Paul S. Gillies of Tarrant, Gillies & Richardson, Montpelier, and Robert Grundstein, Pro Se, Morrisville, for Petitioner-Appellant.

Thomas J. Donovan, Jr., Attorney General, and Benjamin Battles, Solicitor General, Montpelier, for Respondent-Appellee.

PRESENT: Reiber, C.J., Skoglund, Robinson, Eaton and Carroll, JJ.

¶ 1. ROBINSON, J. Applicant Robert Grundstein appeals the decision of the Vermont Character and Fitness Committee declining to certify his good moral character and fitness to be admitted to practice law in Vermont. We conclude that applicant has failed to satisfy his burden of demonstrating a good moral character. Accordingly, we affirm.

¶ 2. Applicant achieved a passing score on the February 2016 Vermont bar examination. His application was forwarded to the Character and Fitness Committee, which assigned one of its members to investigate applicant's moral character and fitness. On May 9, 2016, the member reported to the Committee that he was unable to certify applicant's good moral character and fitness. The member noted that applicant offered confusing explanations for his disbarment in Washington State and his conviction for alteration of a court document. The member was also concerned that the Washington disbarment notice stated that applicant had repeatedly violated court orders and filed meritless pleadings. A three-member panel of the Committee held a hearing on the matter on October 20, 2016. Applicant attended the hearing and was represented by counsel. In a written decision issued on January 30, 2017, the Committee declined to certify applicant's good moral character and fitness.

I. Record Evidence

¶ 3. Applicant received a juris doctor degree from the Cleveland Marshall College of Law in 1985. After law school, he traveled and helped start a restaurant in New Hampshire. He worked as a clerk in New Mexico and unsuccessfully took the New Mexico bar examination in 1986. He then returned to the restaurant business. In 1991, he passed the Washington State bar examination and was admitted to the Washington bar. He did not practice law in Washington, instead remaining in the restaurant business. In 1994, he returned to Cleveland, Ohio to care for his parents. He left Ohio in 2002, moving first to New Hampshire and then settling in Vermont. He has lived in Vermont since 2003 and has supported himself in real estate development. He testified that he never "really" practiced law, although when he lived in Washington he helped a local attorney draft some documents.

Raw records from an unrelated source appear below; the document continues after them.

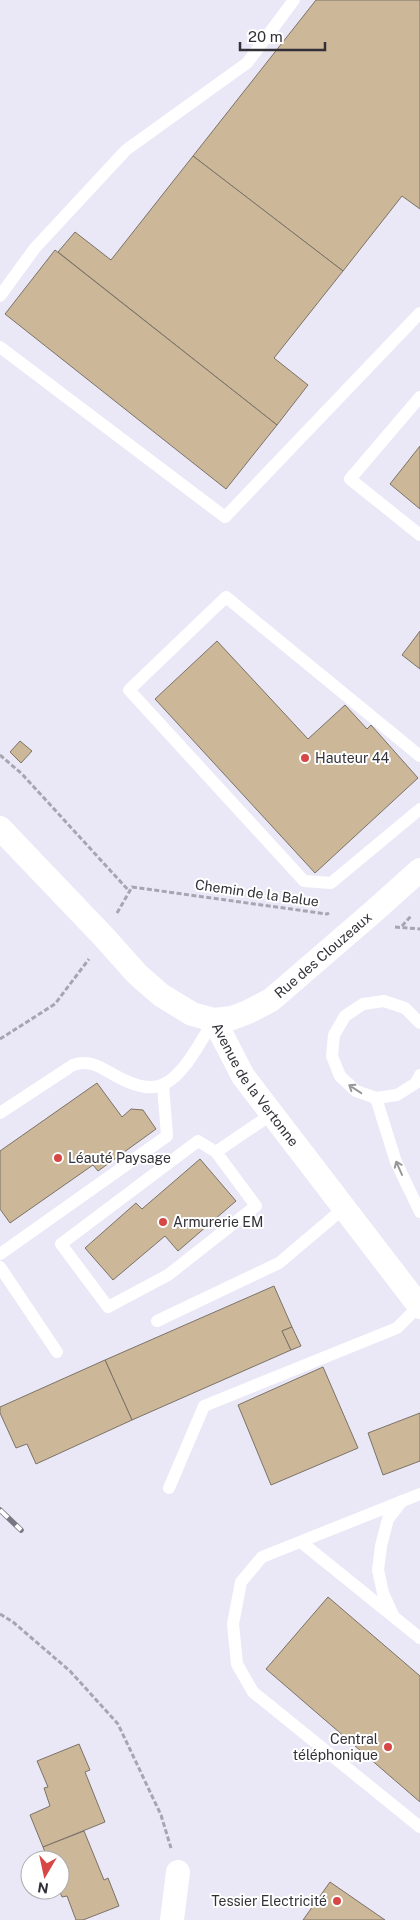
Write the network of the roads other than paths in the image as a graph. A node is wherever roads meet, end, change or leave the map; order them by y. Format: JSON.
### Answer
{"nodes":[{"id":1,"x":294,"y":0,"type":"edge"},
{"id":2,"x":0,"y":296,"type":"edge"},
{"id":3,"x":420,"y":312,"type":"edge"},
{"id":4,"x":0,"y":347,"type":"edge"},
{"id":5,"x":420,"y":397,"type":"edge"},
{"id":6,"x":420,"y":535,"type":"edge"},
{"id":7,"x":420,"y":756,"type":"edge"},
{"id":8,"x":420,"y":809,"type":"edge"},
{"id":9,"x":0,"y":828,"type":"edge"},
{"id":10,"x":420,"y":870,"type":"edge"},
{"id":11,"x":405,"y":1008,"type":"junction"},
{"id":12,"x":420,"y":1008,"type":"edge"},
{"id":13,"x":214,"y":1020,"type":"junction"},
{"id":14,"x":420,"y":1022,"type":"edge"},
{"id":15,"x":420,"y":1075,"type":"edge"},
{"id":16,"x":163,"y":1085,"type":"junction"},
{"id":17,"x":376,"y":1098,"type":"junction"},
{"id":18,"x":0,"y":1113,"type":"edge"},
{"id":19,"x":272,"y":1114,"type":"junction"},
{"id":20,"x":216,"y":1152,"type":"junction"},
{"id":21,"x":344,"y":1208,"type":"junction"},
{"id":22,"x":420,"y":1212,"type":"edge"},
{"id":23,"x":0,"y":1254,"type":"edge"},
{"id":24,"x":0,"y":1267,"type":"edge"},
{"id":25,"x":420,"y":1306,"type":"edge"},
{"id":26,"x":157,"y":1321,"type":"dead end"},
{"id":27,"x":57,"y":1352,"type":"dead end"},
{"id":28,"x":168,"y":1488,"type":"dead end"},
{"id":29,"x":420,"y":1494,"type":"edge"},
{"id":30,"x":402,"y":1501,"type":"junction"},
{"id":31,"x":300,"y":1542,"type":"junction"},
{"id":32,"x":394,"y":1617,"type":"junction"},
{"id":33,"x":420,"y":1638,"type":"edge"},
{"id":34,"x":420,"y":1827,"type":"edge"},
{"id":35,"x":178,"y":1872,"type":"road end"},
{"id":36,"x":172,"y":1920,"type":"edge"}],
"edges":[{"from":1,"to":2,"type":"lane"},
{"from":3,"to":4,"type":"lane"},
{"from":5,"to":6,"type":"lane"},
{"from":7,"to":8,"type":"lane"},
{"from":9,"to":13,"type":"street","name":"Avenue de la Vertonne"},
{"from":10,"to":13,"type":"street","name":"Rue des Clouzeaux"},
{"from":11,"to":12,"type":"lane"},
{"from":11,"to":14,"type":"lane"},
{"from":17,"to":11,"type":"lane","one_way":true},
{"from":13,"to":16,"type":"lane"},
{"from":13,"to":19,"type":"street","name":"Avenue de la Vertonne"},
{"from":15,"to":17,"type":"lane"},
{"from":16,"to":18,"type":"lane"},
{"from":16,"to":23,"type":"lane"},
{"from":22,"to":17,"type":"lane","one_way":true},
{"from":19,"to":20,"type":"lane"},
{"from":19,"to":21,"type":"street","name":"Avenue de la Vertonne"},
{"from":20,"to":20,"type":"lane"},
{"from":21,"to":25,"type":"street","name":"Avenue de la Vertonne"},
{"from":21,"to":26,"type":"lane"},
{"from":24,"to":27,"type":"lane"},
{"from":25,"to":28,"type":"lane"},
{"from":29,"to":30,"type":"lane"},
{"from":30,"to":31,"type":"lane"},
{"from":30,"to":32,"type":"lane"},
{"from":31,"to":32,"type":"lane"},
{"from":31,"to":34,"type":"lane"},
{"from":32,"to":33,"type":"lane"},
{"from":35,"to":36,"type":"street"}]}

¶ 4. On his Vermont bar application, applicant disclosed that he had two criminal convictions: a 2002 conviction for improper storage of a firearm and a 2008 conviction for alteration of a court document. Both convictions were in Ohio.

¶ 5. According to applicant, the 2002 case began when his car was towed for a parking violation. The police went through the car and found his .22 pistol in the glove compartment. He was charged and found guilty of improper storage of a firearm and sentenced to two years' probation with a condition that he not possess any firearms.

¶ 6. Applicant testified that despite this condition he returned to Vermont and attempted to purchase a new firearm. He claimed that the probation was "unsupervised" and that the Ohio court administrator told him that he could ignore the probation conditions. Applicant's request to purchase a gun was initially denied because the Federal Bureau of Investigation (FBI) could notdetermine whether the Ohio gun conviction was a felony or a misdemeanor. When applicant requested a copy of the police report from the Ohio court, he noticed that the report listed the statute under which he was convicted, but did not include the specific subsection. He therefore wrote in the subsection on the police report using different-colored ink and sent it to the FBI, along with a letter stating that the Ohio court "forgot" the subsection, but "it doesn't matter because everything under [that statute] is a misdemeanor." The FBI permitted him to purchase a gun.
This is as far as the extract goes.